Sur les projets métropolitains, enfin, articulés autour de la construction absolument indispensable et non négociable de l’intégralité du réseau du Grand Paris Express, et de la ligne 17 en ce qui nous concerne particulièrement.

Pour la réalisation de cet objectif, je m’attacherai à faire vivre notre entente interdépartementale, qui a permis la semaine dernière de faire passer un message fort par la réunion des 7 départements d’Ile de France, droite et gauche ensemble.

Dans le même ordre d’idée, et pour des raisons que chacun comprendra, je n’ai pas pu me rendre au Congrès des Départements de France qui se tenait jusqu’à aujourd’hui à Marseille. Mais ce qui s’y est dit marquera aussi notre actualité et pèsera sur notre action dans les prochaines années, concernant notre dialogue avec l’Etat sur des sujets majeurs.

Allocations Individuelles de Solidarité, Mineurs Etrangers Isolés, les fameux 13 milliards d’économies de fonctionnement à trouver, l’éventuelle réforme de la fiscalité locale… Autant de sujets malheureusement pas vraiment grand public, et pourtant si déterminants pour notre vie départementale, si engageants du point de vue du réel et du concret que je disais tout à l’heure vouloir avoir perpétuellement à l’esprit.

Dans cette bataille pour l’avenir de nos territoires, de nos services publics et des Valdoisiennes et des Valdoisiens, j’aurai bien entendu à cœur de mériter le soutien que vous venez de m’accorder.

Voilà, Mesdames et Messieurs, chers collègues, chères personnes du public, comment je vois l’action qui sera la mienne : un travail en équipe pour la réalisation de nos ambitions communes, au service de la vie quotidienne des Valdoisiens.
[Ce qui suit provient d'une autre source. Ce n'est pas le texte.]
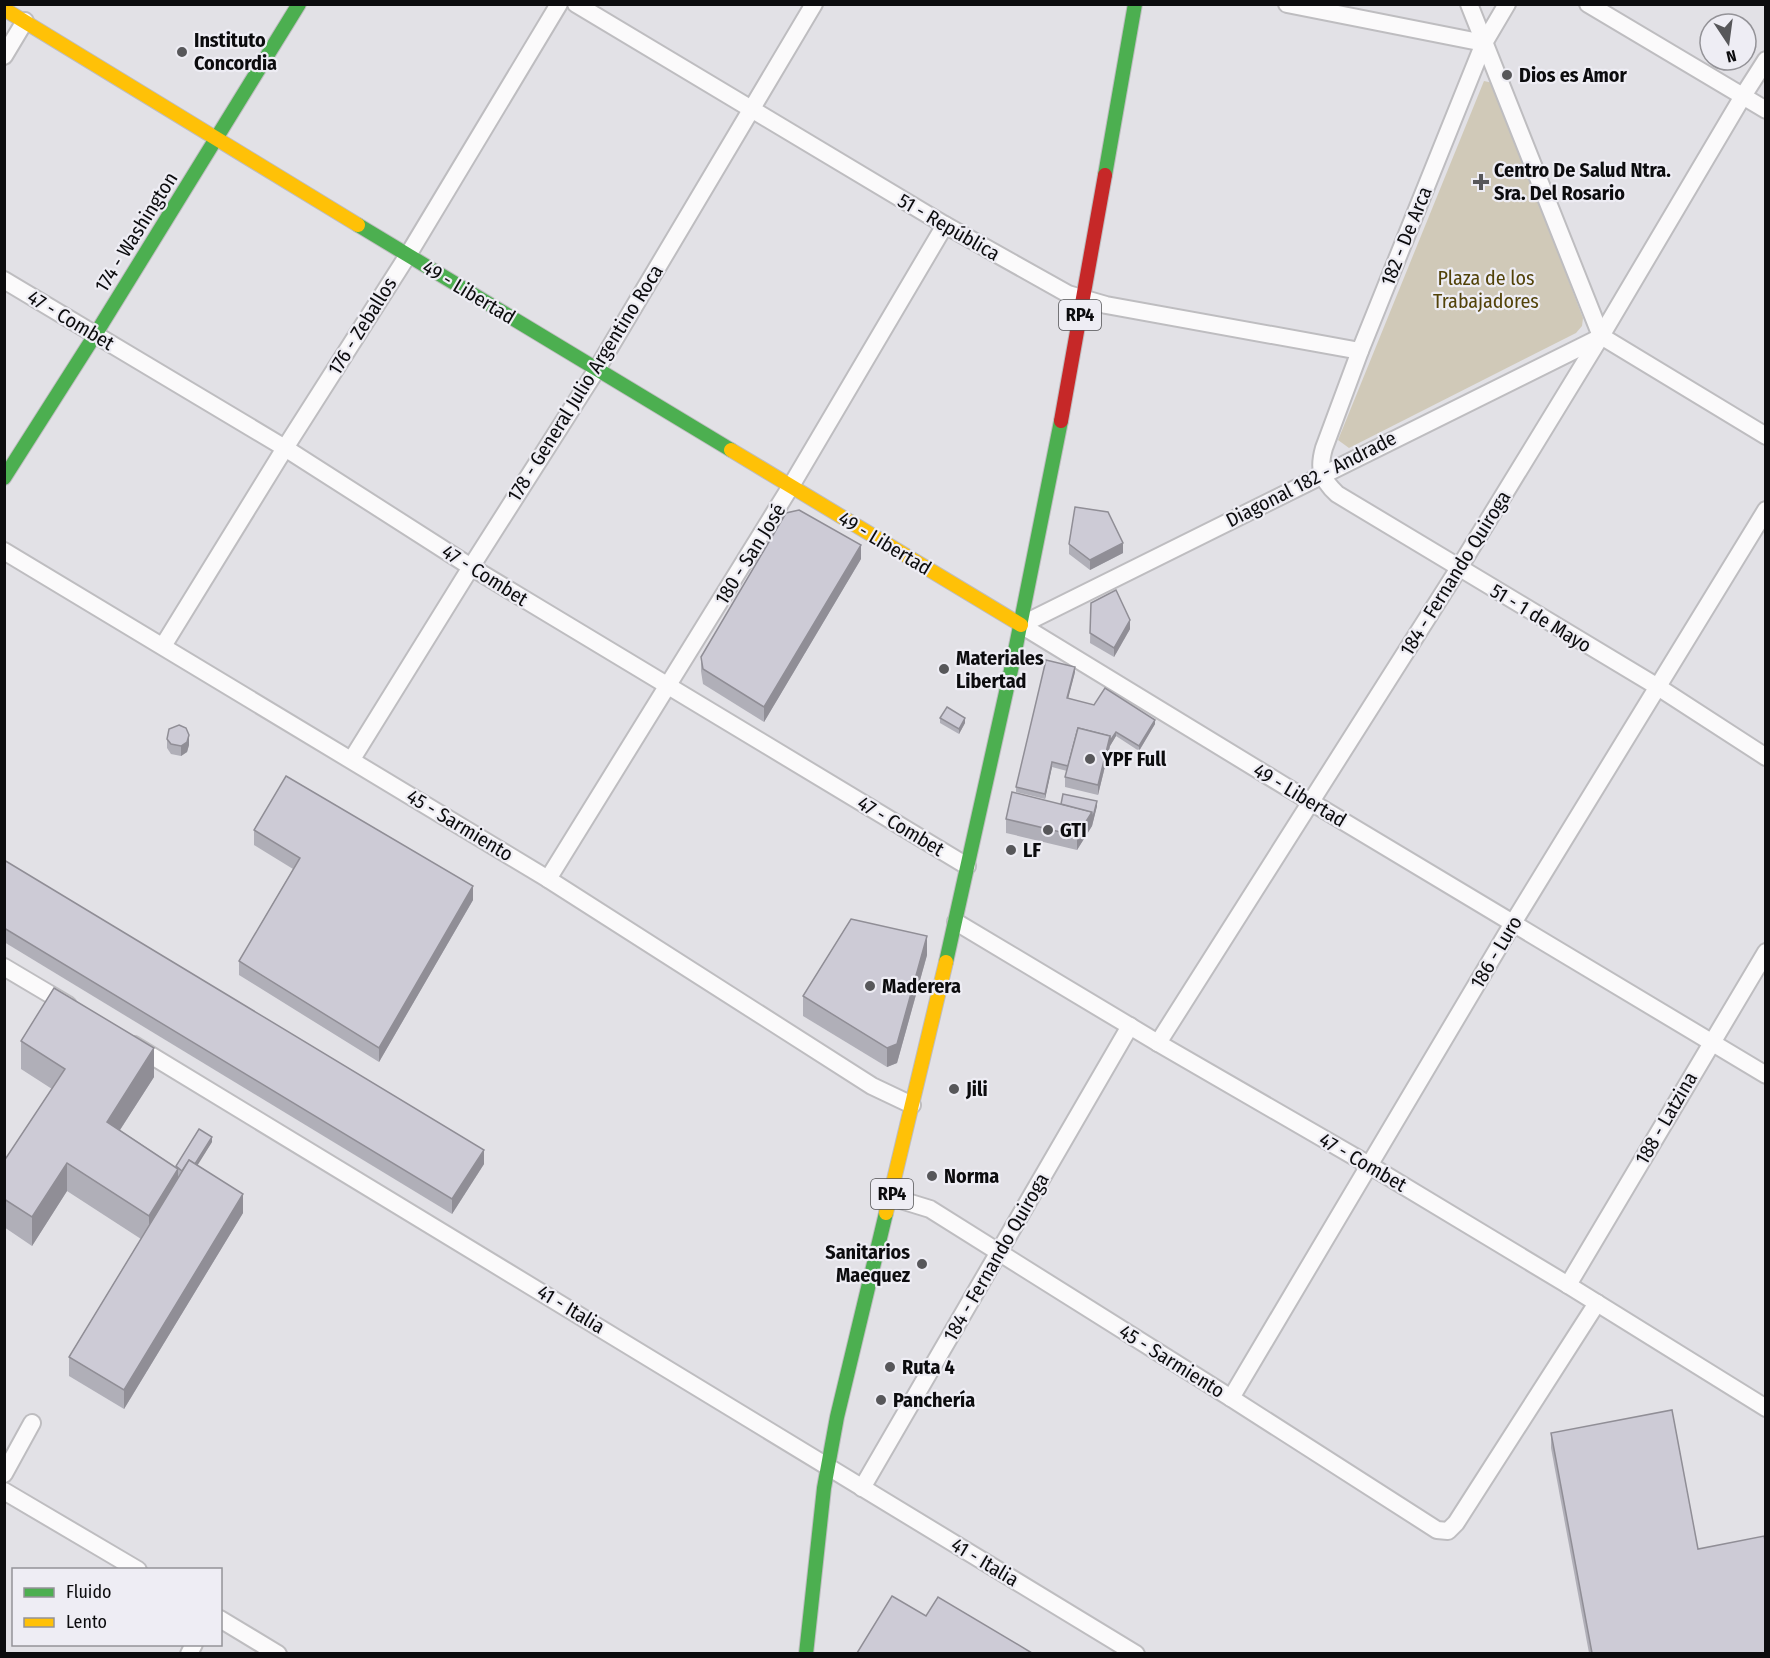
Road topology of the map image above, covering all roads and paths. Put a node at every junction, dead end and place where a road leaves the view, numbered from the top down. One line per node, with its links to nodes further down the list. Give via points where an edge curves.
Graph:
1 (299, 4): 18 (street, 174 - Washington)
2 (559, 4): 20 (street, 176 - Zeballos)
3 (576, 4): 16 (street, 51 - República)
4 (814, 4): 16 (street, 178 - General Julio Argentino Roca)
5 (1135, 4): 22 (street, RP4)
6 (1287, 4): 12 (street)
7 (1469, 4): 12 (street)
8 (1507, 4): 12 (street, 182 - De Arca)
9 (1588, 4): 15 (street)
10 (4, 9): 11 (street, 49 - Libertad)
11 (25, 21): 13 (street); 18 (street, 49 - Libertad)
12 (1484, 43): 24 (street); 25 (street, 182 - De Arca)
13 (4, 56)
14 (1766, 60): 15 (street, 184 - Fernando Quiroga)
15 (1743, 96): 17 (street); 24 (street, 184 - Fernando Quiroga)
16 (751, 110): 19 (street, 51 - República); 26 (street, 178 - General Julio Argentino Roca)
17 (1766, 110)
18 (217, 138): 20 (street, 49 - Libertad); 23 (street, 174 - Washington)
19 (945, 225): 22 (street, 51 - República); 31 (street, 180 - San José)
20 (408, 255): 26 (street, 49 - Libertad); 28 (street, 176 - Zeballos)
21 (4, 280): 23 (street, 47 - Combet)
22 (1083, 299): 25 (street, 51 - República); 36 (street, RP4)
23 (95, 335): 28 (street, 47 - Combet); 30 (street, 174 - Washington)
24 (1602, 336): 27 (street); 29 (street, Diagonal 182 - Andrade); 35 (street, 184 - Fernando Quiroga)
25 (1360, 351): 29 (street, 182 - De Arca, via 1324,448)
26 (597, 369): 31 (street, 49 - Libertad); 34 (street, 178 - General Julio Argentino Roca)
27 (1766, 436)
28 (285, 448): 34 (street, 47 - Combet); 37 (street, 176 - Zeballos)
29 (1322, 474): 35 (street, 51 - 1 de Mayo, via 1337,494); 36 (street, Diagonal 182 - Andrade)
30 (4, 478)
31 (791, 486): 36 (street, 49 - Libertad); 38 (street, 180 - San José)
32 (1766, 510): 39 (street, 186 - Luro)
33 (4, 551): 37 (street, 45 - Sarmiento)
34 (471, 567): 38 (street, 47 - Combet); 41 (street, 178 - General Julio Argentino Roca)
35 (1459, 568): 39 (street, 51 - 1 de Mayo); 42 (street, 184 - Fernando Quiroga)
36 (1021, 624): 42 (street, 49 - Libertad); 43 (street, RP4)
37 (163, 646): 41 (street, 45 - Sarmiento)
38 (669, 686): 43 (street, 47 - Combet); 44 (street, 180 - San José)
39 (1658, 687): 40 (street, 51 - 1 de Mayo); 46 (street, 186 - Luro)
40 (1766, 757)
41 (351, 759): 44 (street, 45 - Sarmiento)
42 (1311, 802): 46 (street, 49 - Libertad); 53 (street, 184 - Fernando Quiroga)
43 (967, 866): 45 (street, RP4)
44 (548, 879): 55 (street, 45 - Sarmiento, via 872,1086)
45 (956, 922): 50 (street, 47 - Combet); 55 (street, RP4)
46 (1513, 923): 52 (street, 49 - Libertad); 56 (street, 186 - Luro)
47 (1766, 952): 52 (street, 188 - Latzina)
48 (4, 967): 49 (street)
49 (82, 1014)
50 (1130, 1026): 53 (street, 47 - Combet); 58 (street, 184 - Fernando Quiroga)
51 (121, 1037): 64 (street, 41 - Italia)
52 (1711, 1042): 54 (street, 49 - Libertad); 59 (street, 188 - Latzina)
53 (1158, 1043): 56 (street, 47 - Combet)
54 (1766, 1075)
55 (912, 1105): 57 (street, RP4)
56 (1369, 1165): 59 (street, 47 - Combet); 61 (street, 186 - Luro)
57 (891, 1197): 58 (street, 45 - Sarmiento, via 930,1209); 64 (street, RP4)
58 (998, 1252): 61 (street, 45 - Sarmiento); 66 (street, 184 - Fernando Quiroga)
59 (1568, 1285): 60 (street, 47 - Combet)
60 (1597, 1303): 61 (street, 45 - Sarmiento, via 1448,1532 1437,1530); 62 (street, 47 - Combet)
61 (1231, 1398)
62 (1766, 1408)
63 (32, 1423): 65 (street)
64 (826, 1465): 66 (street, 41 - Italia); 71 (street, RP4)
65 (4, 1474)
66 (862, 1488): 72 (street, 41 - Italia)
67 (4, 1491): 68 (street)
68 (136, 1568)
69 (222, 1620): 70 (street)
70 (278, 1653)
71 (806, 1653)
72 (1136, 1653)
Un respect des opinions de chacun mais une détermination entière à faire prévaloir l’autonomie de notre collectivité départementale, tant dans son existence territoriale que dans ses moyens d’action.

Je ne voudrais pas terminer mon propos sans vous renouveler ma gratitude face à votre confiance. Oserais-je relever qu’à travers moi, ce sont aussi les femmes que vous avez honorées, puisque le Val d’Oise aura été le premier Département d’Ile de France à se doter d’une Présidente de Conseil départemental. Au-delà de mes quelques modestes mérites personnels, et sans vouloir du tout me situer dans une stérile guerre des sexes, je pense sincèrement que notre institution se donne en cela une image moderne et j’en suis très fière.

Nous allons maintenant pouvoir passer à l’action !

Je vous remercie de votre attention.